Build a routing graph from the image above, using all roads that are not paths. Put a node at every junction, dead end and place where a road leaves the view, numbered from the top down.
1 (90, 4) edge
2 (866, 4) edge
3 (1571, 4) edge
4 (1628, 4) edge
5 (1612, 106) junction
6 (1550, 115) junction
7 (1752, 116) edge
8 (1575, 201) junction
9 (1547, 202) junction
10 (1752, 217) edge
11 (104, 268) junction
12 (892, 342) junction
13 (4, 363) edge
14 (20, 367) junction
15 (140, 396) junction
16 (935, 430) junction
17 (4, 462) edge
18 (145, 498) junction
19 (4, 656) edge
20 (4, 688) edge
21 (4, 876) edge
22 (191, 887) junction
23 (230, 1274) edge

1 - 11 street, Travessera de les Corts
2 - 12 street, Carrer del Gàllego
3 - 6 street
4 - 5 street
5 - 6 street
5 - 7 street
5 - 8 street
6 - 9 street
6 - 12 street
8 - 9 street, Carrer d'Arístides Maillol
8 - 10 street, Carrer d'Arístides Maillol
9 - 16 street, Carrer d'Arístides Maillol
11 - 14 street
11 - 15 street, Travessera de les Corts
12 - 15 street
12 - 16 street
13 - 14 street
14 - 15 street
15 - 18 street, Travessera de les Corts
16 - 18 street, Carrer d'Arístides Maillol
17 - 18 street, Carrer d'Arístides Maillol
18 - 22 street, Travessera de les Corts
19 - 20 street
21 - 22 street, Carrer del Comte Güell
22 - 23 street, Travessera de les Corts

---

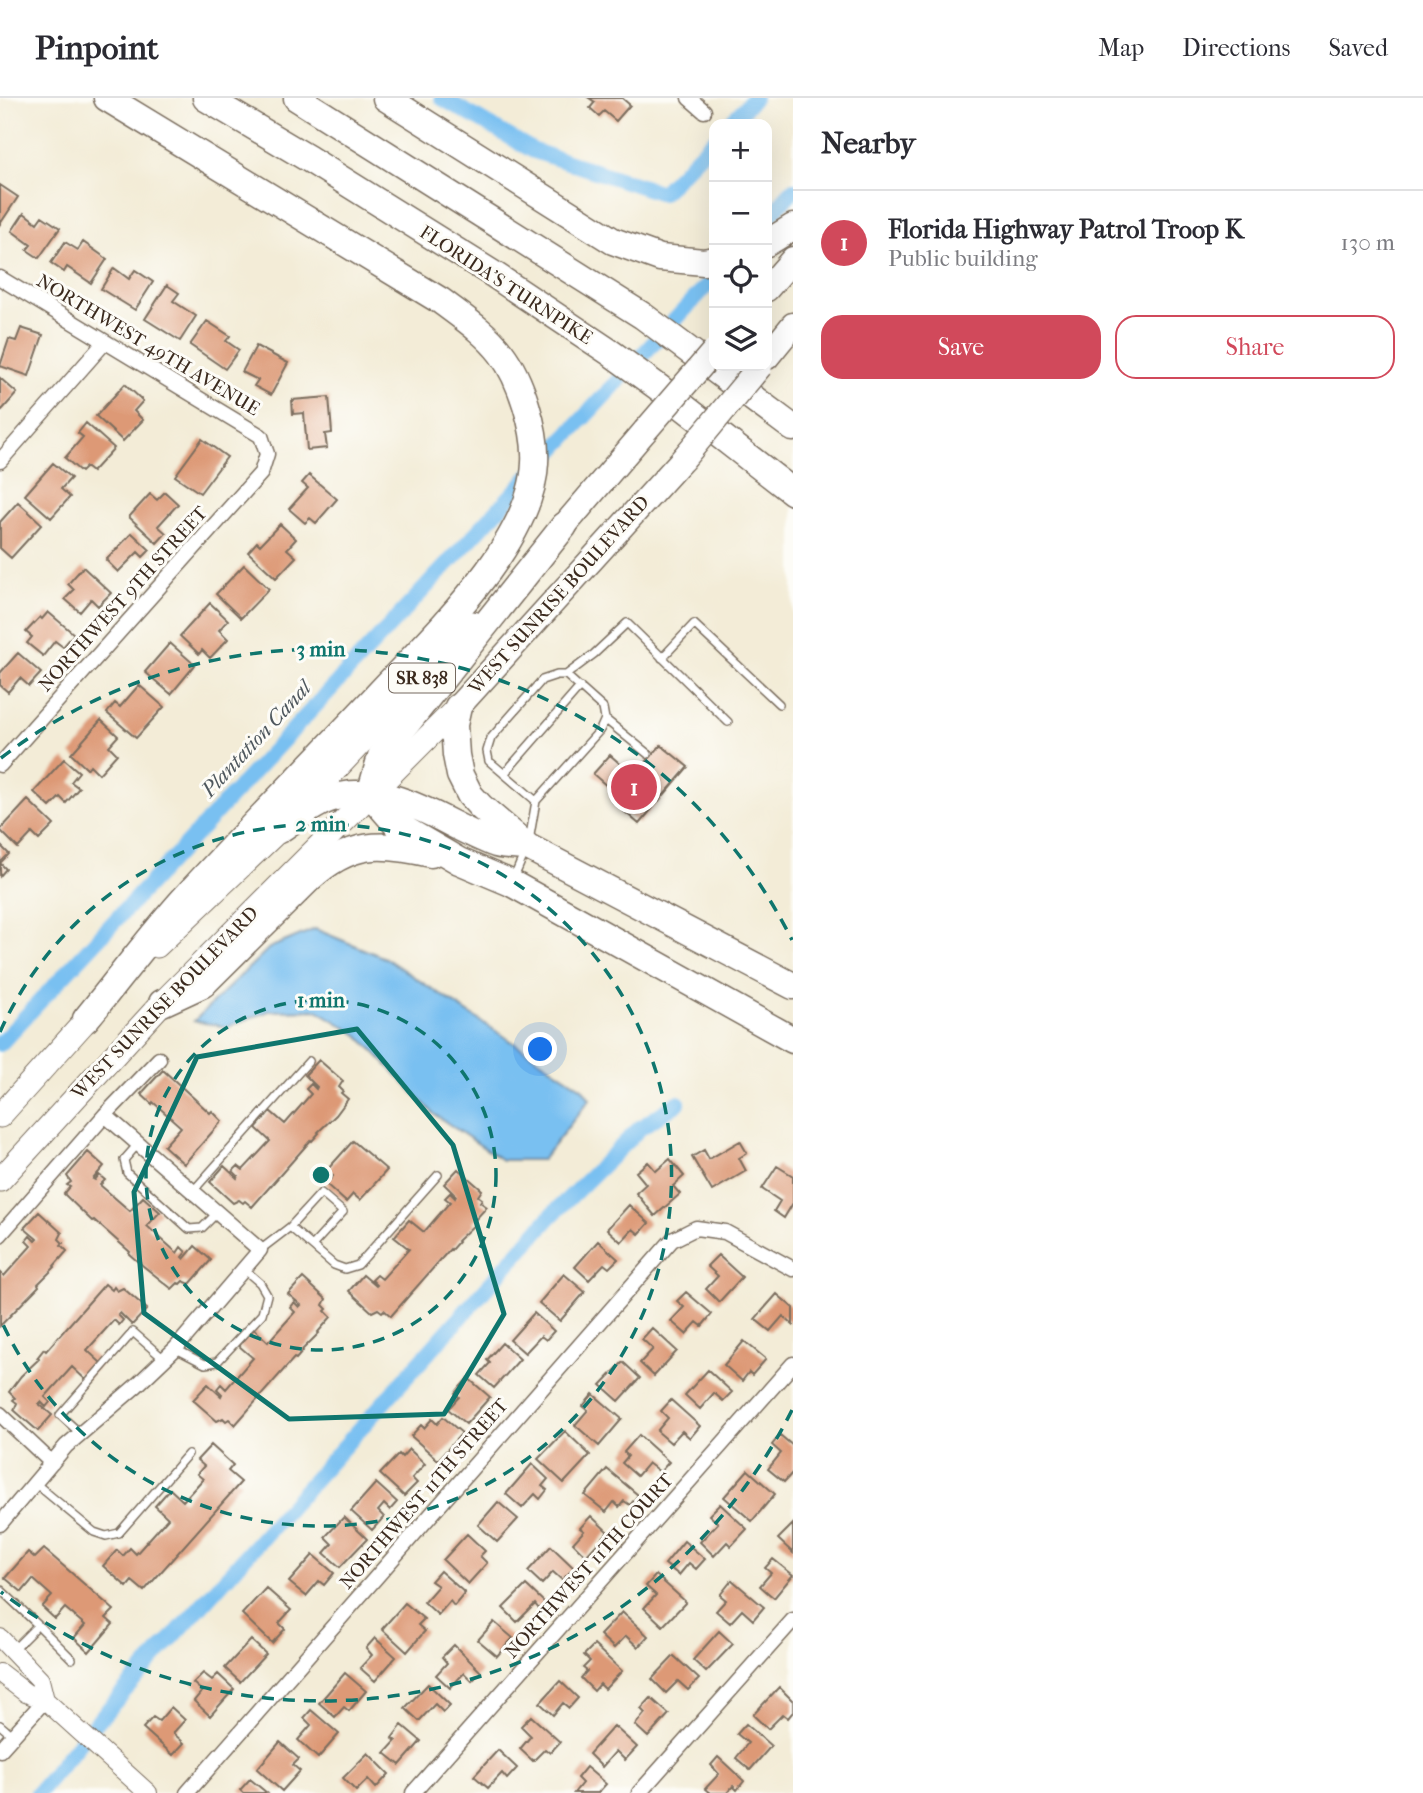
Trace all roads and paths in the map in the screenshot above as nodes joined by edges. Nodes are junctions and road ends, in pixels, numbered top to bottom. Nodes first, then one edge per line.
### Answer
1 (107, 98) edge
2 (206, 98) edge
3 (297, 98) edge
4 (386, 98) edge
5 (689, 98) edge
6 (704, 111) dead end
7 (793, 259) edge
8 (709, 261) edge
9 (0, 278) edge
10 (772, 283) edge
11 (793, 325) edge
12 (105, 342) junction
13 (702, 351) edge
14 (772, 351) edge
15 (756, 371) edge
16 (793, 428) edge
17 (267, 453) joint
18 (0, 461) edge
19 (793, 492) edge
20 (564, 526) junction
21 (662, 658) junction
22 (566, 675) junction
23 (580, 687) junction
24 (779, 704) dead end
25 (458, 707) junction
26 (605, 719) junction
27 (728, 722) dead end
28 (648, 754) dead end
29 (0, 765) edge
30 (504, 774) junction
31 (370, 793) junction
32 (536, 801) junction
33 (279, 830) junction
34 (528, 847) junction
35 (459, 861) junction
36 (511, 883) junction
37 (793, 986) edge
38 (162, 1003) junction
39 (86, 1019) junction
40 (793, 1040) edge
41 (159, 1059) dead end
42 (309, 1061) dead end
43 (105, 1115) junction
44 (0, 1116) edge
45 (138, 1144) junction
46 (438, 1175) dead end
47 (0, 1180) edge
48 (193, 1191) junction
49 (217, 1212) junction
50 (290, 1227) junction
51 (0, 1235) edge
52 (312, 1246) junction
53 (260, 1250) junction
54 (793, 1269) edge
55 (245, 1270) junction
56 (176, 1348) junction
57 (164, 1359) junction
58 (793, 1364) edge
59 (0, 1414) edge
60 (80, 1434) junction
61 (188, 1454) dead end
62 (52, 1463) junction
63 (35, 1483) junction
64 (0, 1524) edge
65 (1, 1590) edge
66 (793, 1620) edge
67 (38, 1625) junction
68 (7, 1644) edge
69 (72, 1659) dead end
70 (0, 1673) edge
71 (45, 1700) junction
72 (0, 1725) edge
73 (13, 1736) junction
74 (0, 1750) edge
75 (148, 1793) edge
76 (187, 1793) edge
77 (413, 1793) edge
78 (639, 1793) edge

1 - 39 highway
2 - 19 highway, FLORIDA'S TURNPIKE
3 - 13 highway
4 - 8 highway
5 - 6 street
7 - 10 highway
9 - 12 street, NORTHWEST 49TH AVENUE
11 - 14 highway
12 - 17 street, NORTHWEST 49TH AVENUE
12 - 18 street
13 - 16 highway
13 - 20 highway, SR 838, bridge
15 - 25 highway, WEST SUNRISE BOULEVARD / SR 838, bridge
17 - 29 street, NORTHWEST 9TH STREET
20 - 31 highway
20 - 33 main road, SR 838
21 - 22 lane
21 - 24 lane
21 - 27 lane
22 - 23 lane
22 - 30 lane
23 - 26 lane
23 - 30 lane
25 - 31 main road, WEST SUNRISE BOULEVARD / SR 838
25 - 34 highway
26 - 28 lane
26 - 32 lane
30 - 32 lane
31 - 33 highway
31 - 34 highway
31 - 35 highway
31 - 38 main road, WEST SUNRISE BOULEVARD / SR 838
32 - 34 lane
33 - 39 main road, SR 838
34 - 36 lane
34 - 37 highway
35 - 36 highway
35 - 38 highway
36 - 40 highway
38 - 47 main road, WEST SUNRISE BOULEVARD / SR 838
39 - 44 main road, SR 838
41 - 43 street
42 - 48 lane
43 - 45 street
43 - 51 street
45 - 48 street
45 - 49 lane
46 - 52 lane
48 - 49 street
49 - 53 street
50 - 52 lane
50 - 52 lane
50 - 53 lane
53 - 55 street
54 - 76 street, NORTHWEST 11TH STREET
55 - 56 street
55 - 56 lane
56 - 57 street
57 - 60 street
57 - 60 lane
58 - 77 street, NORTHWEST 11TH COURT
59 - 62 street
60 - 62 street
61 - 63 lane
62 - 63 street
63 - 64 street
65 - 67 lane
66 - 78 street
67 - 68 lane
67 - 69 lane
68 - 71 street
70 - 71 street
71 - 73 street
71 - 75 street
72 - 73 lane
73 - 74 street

WHAT YOU SHOULD DO → Count, in the records above, the lines that include "Arístides", and give the number with nothing added.

SOLUTION FOR THIS EXERCISE → 5